Now, Joseph, 80, and Elizabeth, 77, live in a small, dingy motel near the Pennsylvania line after their home burned to the ground May 5.
"We were lucky we got out alive," Joseph said.
The blaze: A smoke detector alerted the couple to the fire, which started at about 4:30 a.m., giving them only enough time to escape with the clothes on their backs.
"Those two jackets right there," Elizabeth said, pointing to a black bomber jacket and a colorful windbreaker. "That's it. Everything else was destroyed."
When Elizabeth first heard the smoke detector, she thought she was dreaming.
"Then I woke up enough to realize what was going on and I smelled the smoke," she said.
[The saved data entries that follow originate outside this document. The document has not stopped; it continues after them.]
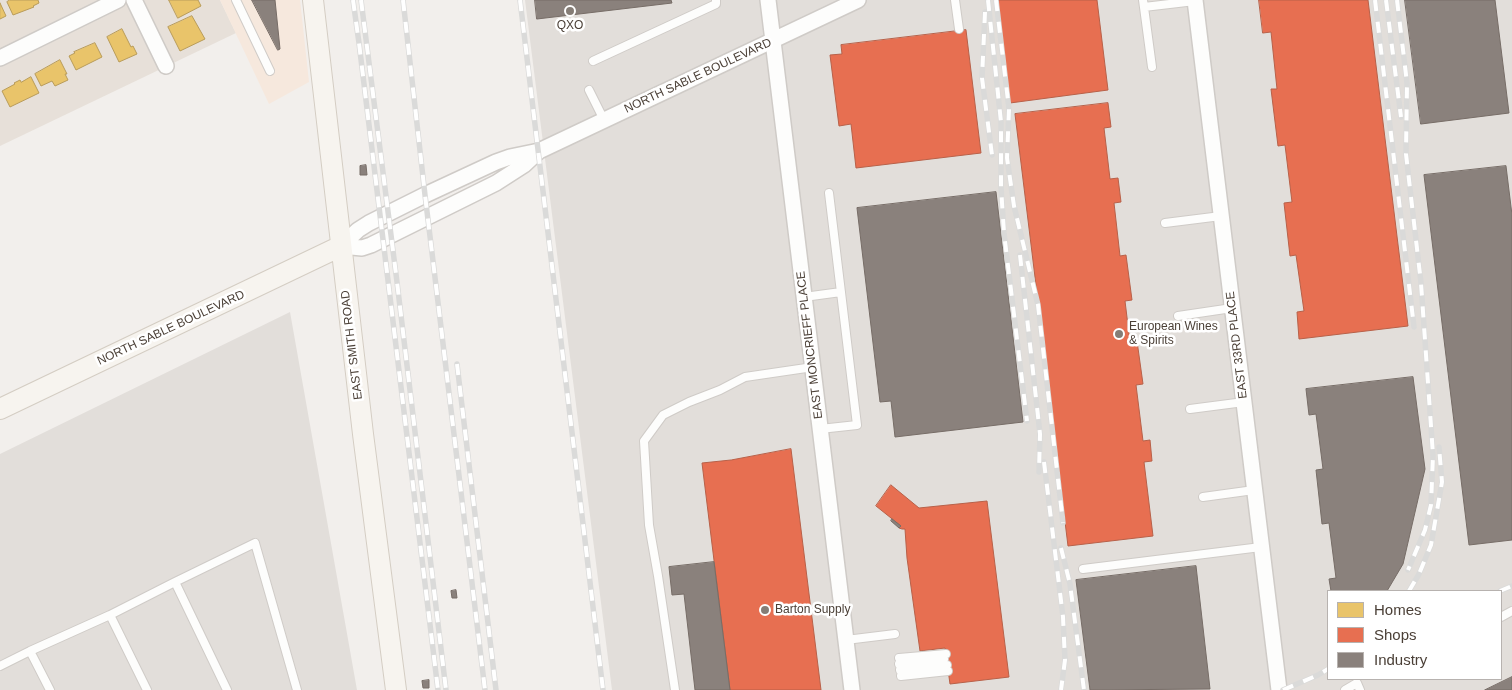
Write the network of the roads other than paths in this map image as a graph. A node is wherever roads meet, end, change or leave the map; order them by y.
1 (118, 0) edge
2 (134, 0) edge
3 (236, 0) edge
4 (313, 0) edge
5 (716, 0) edge
6 (768, 0) edge
7 (858, 0) edge
8 (955, 0) edge
9 (1195, 1) edge
10 (1144, 4) edge
11 (959, 29) dead end
12 (773, 40) junction
13 (0, 58) edge
14 (593, 61) dead end
15 (166, 66) dead end
16 (1152, 66) dead end
17 (270, 71) dead end
18 (589, 90) dead end
19 (604, 120) junction
20 (539, 151) junction
21 (829, 193) dead end
22 (1221, 216) junction
23 (1165, 222) dead end
24 (341, 246) junction
25 (841, 292) junction
26 (804, 297) junction
27 (1232, 308) junction
28 (1178, 316) dead end
29 (813, 367) junction
30 (1244, 402) junction
31 (0, 409) edge
32 (1190, 409) dead end
33 (820, 429) junction
34 (1254, 490) junction
35 (1203, 497) dead end
36 (1261, 547) junction
37 (1083, 569) dead end
38 (174, 582) junction
39 (110, 615) junction
40 (895, 634) dead end
41 (846, 640) junction
42 (30, 651) junction
43 (0, 666) edge
44 (900, 667) joint
45 (50, 690) edge
46 (147, 690) edge
47 (227, 690) edge
48 (297, 690) edge
49 (396, 690) edge
50 (675, 690) edge
51 (852, 690) edge
52 (1279, 690) edge
53 (1345, 690) edge
54 (1360, 690) edge

1 - 13 street
2 - 15 street
3 - 17 lane
4 - 24 street, EAST SMITH ROAD
5 - 14 lane
6 - 12 street, EAST MONCRIEFF PLACE
7 - 12 street, NORTH SABLE BOULEVARD
8 - 11 lane
9 - 10 lane
9 - 22 street, EAST 33RD PLACE
10 - 16 lane
12 - 19 street, NORTH SABLE BOULEVARD
12 - 26 street, EAST MONCRIEFF PLACE
18 - 19 lane
19 - 20 street, NORTH SABLE BOULEVARD
20 - 24 street, NORTH SABLE BOULEVARD
20 - 24 street, NORTH SABLE BOULEVARD
21 - 25 lane
22 - 23 lane
22 - 27 street, EAST 33RD PLACE
24 - 31 street, NORTH SABLE BOULEVARD
24 - 49 street, EAST SMITH ROAD
25 - 26 lane
25 - 33 lane
26 - 29 street, EAST MONCRIEFF PLACE
27 - 28 lane
27 - 30 street, EAST 33RD PLACE
29 - 33 street, EAST MONCRIEFF PLACE
29 - 50 lane
30 - 32 lane
30 - 34 street, EAST 33RD PLACE
33 - 41 street, EAST MONCRIEFF PLACE
34 - 35 lane
34 - 36 street, EAST 33RD PLACE
36 - 37 lane
36 - 52 street, EAST 33RD PLACE
38 - 39 lane
38 - 47 lane
38 - 48 lane
39 - 42 lane
39 - 46 lane
40 - 41 lane
41 - 51 street, EAST MONCRIEFF PLACE
42 - 43 lane
42 - 45 lane
44 - 44 lane
53 - 54 lane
Not realizing how bad it was, she ran to the bathroom and intended to put out the fire with water.
"That's when Joe noticed it was more than we could deal with," she said. "The smoke was heavy."
Lost everything: Just like that, their home and a lifetime of memories were gone. With little money and nearly all of their belongings destroyed, the Kolats try hard to stay positive.
Their insurance pays for the motel, but Elizabeth's brother, Carl Javorchik, said it will pay only for two months and will give just $14,000 for the trailer and all the belongings.
"The family's been trying to help as best they can, but there's only so much they can do," he said.
The Kolats' children dropped off items to make the motel feel more like a home, including two soft chairs and a small refrigerator.
The Red Cross gave the couple money and a box of clothes. Brownstone Ministry, a church near their motel, has helped out as well.
"The preacher came over and gave us a telephone card on the first day and invited us to the church," Elizabeth said. "I went that Sunday and he said to the people, 'They need everything, but I don't want junk.'"
That week, the preacher stopped by the motel and dropped off a box loaded with clothes, all in excellent condition.
"Everybody has been so helpful," Elizabeth said. "They have all been so nice to us."
What's next: The Kolats are looking for a new place to call home.
They smile often and joke like nothing happened. They speak highly of all of the people who have helped them.
They are looking for an assisted-living facility, but Joseph jokes it has to be a one-story building or have an elevator.
"Neither one of is good at climbing steps," he said, "but I'm good at falling."